Khasi jadoh: Meghalaya's red rice at the heart of everything
Jadoh is the foundational dish of Khasi cuisine — red rice cooked with pork (or sometimes fish) in pork fat, seasoned with ginger, turmeric, and black sesame. The result is aromatic without being spiced in the way that most Indian food is; the flavour comes from the quality of the pork and the earthiness of the red rice, not from chilli heat. Jadoh is eaten at every meal in Meghalaya and served at market stalls from dawn. The best place to try it is at Iewduh (Bara Bazaar) in Shillong, where stalls near the meat section serve freshly cooked jadoh alongside doh khlieh (pork and onion salad with raw ginger) and tungtap (a pungent dried fish chutney that is an acquired taste but essential to the meal).
Naga smoked pork with bamboo shoot: fermentation as flavour
Naga cuisine is built around two techniques: smoking and fermenting. The smoked pork that Nagaland is famous for is not cured like European bacon — it is fire-smoked over several days until deeply flavoured and preserved, then cooked with fermented bamboo shoot (which has a sour, almost cheesy intensity) and dried chillies, the Bhut jolokia among them. The dish is incendiary by most standards but the smokiness and sourness balance the heat in a way that makes it deeply addictive. Anishi — dried colocasia leaves fermented with pork fat — is another Naga staple with an intensely funky flavour that divides visitors cleanly into converts and those who stick to the rice. Both dishes appear at Hornbill Festival food stalls and in restaurants in Kohima's main market area.

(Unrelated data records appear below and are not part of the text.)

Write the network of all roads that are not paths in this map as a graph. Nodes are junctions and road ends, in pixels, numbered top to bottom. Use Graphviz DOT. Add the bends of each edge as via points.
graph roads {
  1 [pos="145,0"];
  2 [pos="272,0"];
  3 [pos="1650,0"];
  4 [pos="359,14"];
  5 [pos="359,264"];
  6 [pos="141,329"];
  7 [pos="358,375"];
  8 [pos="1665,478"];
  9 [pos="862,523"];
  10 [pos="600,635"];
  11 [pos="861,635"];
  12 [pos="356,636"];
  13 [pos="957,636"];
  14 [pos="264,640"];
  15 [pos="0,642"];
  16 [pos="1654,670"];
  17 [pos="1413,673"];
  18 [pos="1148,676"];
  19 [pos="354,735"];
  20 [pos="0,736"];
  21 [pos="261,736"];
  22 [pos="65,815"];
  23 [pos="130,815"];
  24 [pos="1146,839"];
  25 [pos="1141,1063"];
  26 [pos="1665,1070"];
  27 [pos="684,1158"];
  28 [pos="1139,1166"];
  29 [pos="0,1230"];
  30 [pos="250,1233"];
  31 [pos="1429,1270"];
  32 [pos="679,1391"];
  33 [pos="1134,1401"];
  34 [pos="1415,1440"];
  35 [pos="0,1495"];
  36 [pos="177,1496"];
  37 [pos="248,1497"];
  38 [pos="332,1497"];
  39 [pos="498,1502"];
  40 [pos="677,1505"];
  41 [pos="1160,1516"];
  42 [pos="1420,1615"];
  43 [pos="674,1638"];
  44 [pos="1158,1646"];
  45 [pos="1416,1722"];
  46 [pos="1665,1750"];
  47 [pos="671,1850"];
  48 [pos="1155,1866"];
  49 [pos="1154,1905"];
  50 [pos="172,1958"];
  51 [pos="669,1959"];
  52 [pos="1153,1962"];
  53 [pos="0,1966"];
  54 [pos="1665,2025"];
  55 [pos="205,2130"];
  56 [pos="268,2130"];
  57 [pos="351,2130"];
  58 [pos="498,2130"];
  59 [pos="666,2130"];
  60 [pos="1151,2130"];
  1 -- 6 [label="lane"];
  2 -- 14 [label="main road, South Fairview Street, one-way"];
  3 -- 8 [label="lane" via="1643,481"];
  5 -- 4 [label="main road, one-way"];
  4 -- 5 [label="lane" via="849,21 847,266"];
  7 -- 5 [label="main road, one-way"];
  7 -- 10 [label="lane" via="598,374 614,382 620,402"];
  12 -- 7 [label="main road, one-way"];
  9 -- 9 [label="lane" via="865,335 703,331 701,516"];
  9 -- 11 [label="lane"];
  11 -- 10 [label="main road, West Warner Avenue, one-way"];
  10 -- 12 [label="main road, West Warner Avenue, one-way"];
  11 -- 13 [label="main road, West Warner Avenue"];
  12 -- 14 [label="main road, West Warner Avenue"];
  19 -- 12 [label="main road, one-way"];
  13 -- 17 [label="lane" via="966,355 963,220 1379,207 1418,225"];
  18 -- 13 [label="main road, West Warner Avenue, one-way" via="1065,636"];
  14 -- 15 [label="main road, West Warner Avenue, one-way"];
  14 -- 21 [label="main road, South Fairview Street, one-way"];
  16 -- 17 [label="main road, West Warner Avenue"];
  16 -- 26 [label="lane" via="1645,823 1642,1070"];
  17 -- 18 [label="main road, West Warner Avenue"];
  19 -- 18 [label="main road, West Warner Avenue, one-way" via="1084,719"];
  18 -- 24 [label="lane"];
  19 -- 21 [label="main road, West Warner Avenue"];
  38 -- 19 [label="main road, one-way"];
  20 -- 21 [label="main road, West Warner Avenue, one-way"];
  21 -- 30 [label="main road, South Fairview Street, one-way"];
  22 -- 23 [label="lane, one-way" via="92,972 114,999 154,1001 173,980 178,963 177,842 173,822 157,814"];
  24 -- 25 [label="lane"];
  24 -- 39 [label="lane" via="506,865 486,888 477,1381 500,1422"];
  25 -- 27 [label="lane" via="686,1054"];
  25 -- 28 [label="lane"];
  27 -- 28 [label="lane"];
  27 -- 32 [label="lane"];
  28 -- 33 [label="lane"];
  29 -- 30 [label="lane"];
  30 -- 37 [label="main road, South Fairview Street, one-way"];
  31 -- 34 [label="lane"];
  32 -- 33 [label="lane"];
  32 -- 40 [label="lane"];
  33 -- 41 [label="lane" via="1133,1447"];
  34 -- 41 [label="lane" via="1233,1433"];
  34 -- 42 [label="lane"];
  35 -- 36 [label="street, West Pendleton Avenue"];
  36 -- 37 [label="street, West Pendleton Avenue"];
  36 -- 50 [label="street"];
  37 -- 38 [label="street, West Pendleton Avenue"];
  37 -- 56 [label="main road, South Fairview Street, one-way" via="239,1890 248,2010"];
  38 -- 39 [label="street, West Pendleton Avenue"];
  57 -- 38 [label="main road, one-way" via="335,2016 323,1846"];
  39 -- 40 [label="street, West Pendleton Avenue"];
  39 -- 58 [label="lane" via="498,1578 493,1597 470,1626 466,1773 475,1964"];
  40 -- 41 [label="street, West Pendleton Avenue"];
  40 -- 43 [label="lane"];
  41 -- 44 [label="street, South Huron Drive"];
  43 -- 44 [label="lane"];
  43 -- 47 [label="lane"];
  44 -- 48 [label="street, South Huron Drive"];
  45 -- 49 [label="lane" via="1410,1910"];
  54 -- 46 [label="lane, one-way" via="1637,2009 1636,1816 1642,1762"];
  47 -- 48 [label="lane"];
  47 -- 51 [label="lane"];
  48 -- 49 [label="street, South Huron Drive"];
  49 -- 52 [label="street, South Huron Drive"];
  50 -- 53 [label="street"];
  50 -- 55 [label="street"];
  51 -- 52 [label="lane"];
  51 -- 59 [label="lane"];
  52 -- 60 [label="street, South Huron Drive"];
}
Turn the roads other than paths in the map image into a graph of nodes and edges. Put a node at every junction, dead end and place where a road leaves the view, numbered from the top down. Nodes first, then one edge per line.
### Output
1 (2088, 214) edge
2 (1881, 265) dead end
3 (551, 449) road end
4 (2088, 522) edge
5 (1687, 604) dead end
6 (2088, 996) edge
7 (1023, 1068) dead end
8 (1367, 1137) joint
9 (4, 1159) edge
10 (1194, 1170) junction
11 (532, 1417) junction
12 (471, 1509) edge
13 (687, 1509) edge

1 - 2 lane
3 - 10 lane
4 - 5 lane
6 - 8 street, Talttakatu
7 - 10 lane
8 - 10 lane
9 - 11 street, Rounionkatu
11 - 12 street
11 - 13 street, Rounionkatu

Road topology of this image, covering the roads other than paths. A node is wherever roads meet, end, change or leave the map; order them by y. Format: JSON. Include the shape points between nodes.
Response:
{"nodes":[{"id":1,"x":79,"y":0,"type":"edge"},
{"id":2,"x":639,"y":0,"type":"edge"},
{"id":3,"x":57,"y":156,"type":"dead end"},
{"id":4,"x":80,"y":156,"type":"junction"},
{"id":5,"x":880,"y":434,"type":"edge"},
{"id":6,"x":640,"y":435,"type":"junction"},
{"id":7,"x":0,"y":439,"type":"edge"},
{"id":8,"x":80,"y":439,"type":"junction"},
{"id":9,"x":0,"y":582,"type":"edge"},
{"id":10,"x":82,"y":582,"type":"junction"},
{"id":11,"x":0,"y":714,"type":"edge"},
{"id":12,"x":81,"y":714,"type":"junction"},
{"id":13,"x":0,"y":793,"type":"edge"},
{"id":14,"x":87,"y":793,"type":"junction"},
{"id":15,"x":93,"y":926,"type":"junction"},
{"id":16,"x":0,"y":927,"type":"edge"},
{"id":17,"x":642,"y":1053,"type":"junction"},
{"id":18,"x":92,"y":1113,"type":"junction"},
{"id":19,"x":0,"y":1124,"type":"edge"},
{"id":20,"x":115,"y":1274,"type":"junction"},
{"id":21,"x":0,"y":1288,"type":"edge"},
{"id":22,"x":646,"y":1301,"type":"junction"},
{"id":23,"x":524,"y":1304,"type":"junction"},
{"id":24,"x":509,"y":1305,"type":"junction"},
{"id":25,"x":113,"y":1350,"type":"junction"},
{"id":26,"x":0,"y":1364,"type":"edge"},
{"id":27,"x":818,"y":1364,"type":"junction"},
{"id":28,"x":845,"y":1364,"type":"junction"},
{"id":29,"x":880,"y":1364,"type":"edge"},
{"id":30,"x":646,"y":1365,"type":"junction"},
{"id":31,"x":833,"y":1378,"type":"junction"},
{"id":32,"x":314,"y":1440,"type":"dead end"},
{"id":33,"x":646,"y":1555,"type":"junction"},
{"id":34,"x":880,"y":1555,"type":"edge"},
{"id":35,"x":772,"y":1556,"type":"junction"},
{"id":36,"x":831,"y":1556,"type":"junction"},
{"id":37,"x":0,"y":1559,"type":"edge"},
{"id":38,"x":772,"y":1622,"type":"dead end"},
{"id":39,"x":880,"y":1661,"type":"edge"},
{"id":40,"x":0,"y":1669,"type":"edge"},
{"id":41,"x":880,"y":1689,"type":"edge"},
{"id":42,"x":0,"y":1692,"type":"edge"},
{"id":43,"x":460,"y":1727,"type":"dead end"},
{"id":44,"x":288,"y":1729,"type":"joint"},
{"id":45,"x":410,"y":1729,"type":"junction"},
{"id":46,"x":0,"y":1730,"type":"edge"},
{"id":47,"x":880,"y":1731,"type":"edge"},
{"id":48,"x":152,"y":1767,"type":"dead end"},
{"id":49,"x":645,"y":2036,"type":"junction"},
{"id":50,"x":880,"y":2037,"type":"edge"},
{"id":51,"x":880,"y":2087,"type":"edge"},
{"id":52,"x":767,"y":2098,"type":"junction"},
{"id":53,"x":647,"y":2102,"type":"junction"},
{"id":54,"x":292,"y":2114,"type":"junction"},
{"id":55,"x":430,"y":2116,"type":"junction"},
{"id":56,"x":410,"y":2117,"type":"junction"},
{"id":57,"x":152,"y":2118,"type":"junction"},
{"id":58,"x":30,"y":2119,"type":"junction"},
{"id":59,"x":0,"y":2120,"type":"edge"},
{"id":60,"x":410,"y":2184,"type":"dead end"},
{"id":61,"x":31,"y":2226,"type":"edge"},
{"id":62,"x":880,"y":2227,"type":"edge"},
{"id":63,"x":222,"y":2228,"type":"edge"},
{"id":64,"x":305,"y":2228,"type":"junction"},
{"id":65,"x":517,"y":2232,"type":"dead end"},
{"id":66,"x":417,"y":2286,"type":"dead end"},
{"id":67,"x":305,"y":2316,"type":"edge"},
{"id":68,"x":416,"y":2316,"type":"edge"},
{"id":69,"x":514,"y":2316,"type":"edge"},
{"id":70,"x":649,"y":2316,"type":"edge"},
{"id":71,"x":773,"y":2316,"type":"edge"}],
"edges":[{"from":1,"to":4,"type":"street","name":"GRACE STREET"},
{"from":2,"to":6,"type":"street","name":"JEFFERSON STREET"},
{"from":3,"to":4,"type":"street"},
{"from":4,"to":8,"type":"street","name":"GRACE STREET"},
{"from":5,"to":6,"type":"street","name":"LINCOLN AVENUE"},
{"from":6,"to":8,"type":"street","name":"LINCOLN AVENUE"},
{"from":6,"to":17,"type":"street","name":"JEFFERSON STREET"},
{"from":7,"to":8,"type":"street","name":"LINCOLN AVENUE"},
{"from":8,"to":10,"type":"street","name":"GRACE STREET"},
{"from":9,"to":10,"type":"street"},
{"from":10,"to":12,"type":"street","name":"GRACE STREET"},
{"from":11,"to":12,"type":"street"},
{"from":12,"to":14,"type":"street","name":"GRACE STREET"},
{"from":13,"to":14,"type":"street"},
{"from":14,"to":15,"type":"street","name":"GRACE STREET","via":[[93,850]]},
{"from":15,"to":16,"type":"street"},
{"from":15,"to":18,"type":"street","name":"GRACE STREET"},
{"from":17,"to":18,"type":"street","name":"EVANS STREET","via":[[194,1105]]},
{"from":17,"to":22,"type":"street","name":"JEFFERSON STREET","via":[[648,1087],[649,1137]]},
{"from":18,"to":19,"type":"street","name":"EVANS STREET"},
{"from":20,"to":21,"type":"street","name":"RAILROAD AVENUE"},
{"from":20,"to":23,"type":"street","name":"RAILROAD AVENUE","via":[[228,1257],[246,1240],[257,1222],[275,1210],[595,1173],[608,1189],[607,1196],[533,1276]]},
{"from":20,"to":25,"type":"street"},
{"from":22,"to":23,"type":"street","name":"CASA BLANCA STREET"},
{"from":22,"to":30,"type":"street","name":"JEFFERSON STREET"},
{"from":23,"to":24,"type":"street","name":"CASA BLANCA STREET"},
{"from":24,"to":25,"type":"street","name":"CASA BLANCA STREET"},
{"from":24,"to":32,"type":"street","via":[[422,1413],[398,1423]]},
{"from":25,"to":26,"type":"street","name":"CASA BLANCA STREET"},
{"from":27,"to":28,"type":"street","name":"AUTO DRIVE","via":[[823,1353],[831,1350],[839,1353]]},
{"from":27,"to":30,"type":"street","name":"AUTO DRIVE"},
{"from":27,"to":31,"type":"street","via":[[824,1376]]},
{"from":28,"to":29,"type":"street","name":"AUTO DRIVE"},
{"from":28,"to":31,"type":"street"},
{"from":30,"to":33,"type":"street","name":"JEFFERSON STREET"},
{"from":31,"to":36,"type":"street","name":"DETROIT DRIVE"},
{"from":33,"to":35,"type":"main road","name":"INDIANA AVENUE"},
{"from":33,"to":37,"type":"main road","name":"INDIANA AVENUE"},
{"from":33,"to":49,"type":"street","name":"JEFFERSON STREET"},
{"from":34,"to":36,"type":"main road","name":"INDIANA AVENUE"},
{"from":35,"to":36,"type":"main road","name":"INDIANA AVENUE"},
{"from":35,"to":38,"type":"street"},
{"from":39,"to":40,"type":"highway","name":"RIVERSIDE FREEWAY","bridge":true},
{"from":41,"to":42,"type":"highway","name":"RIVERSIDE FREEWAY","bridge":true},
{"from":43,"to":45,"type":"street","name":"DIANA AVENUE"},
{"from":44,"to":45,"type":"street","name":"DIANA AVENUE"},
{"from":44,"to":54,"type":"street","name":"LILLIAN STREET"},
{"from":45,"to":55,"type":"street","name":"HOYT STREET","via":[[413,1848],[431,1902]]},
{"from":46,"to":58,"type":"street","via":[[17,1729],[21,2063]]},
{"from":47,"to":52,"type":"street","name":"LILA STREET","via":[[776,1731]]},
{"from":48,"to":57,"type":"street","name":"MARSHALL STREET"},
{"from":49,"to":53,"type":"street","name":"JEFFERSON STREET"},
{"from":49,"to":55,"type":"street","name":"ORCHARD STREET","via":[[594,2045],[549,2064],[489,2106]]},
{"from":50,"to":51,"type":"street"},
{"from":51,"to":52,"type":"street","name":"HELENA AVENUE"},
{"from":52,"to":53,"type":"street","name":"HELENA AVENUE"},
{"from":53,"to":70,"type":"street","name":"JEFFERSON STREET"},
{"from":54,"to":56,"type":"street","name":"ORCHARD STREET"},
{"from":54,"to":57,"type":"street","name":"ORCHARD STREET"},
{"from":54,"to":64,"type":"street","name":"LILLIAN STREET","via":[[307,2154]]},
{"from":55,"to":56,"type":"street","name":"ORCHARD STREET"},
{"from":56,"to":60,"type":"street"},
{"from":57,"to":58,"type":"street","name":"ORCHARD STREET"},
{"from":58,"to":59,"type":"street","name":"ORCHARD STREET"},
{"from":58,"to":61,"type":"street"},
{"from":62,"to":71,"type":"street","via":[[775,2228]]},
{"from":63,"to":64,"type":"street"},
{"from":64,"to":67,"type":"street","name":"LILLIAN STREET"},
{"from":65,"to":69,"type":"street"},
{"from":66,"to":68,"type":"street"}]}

Assamese thali: the river's pantry on a plate
An Assamese thali reflects the state's geography: Brahmaputra river fish (rohu and hilsa cooked with mustard), bamboo shoot pickle, khar (an alkaline preparation made with banana peel ash, unlike anything else in Indian cooking), steamed rice, and masor tenga — a sour fish curry made with elephant apple or tomatoes. The meal is lighter than Bengali food and relies on bitterness, sourness, and fermentation for complexity rather than spice. Traditionally, every Assamese meal ends with a digestive called tamul-pan — betel nut sliced thin and folded in a betel leaf with lime paste — offered by the host. Eating a proper Assamese thali at a home-style restaurant in Jorhat or Guwahati is a different experience from hotel dining; look for places where construction workers eat lunch.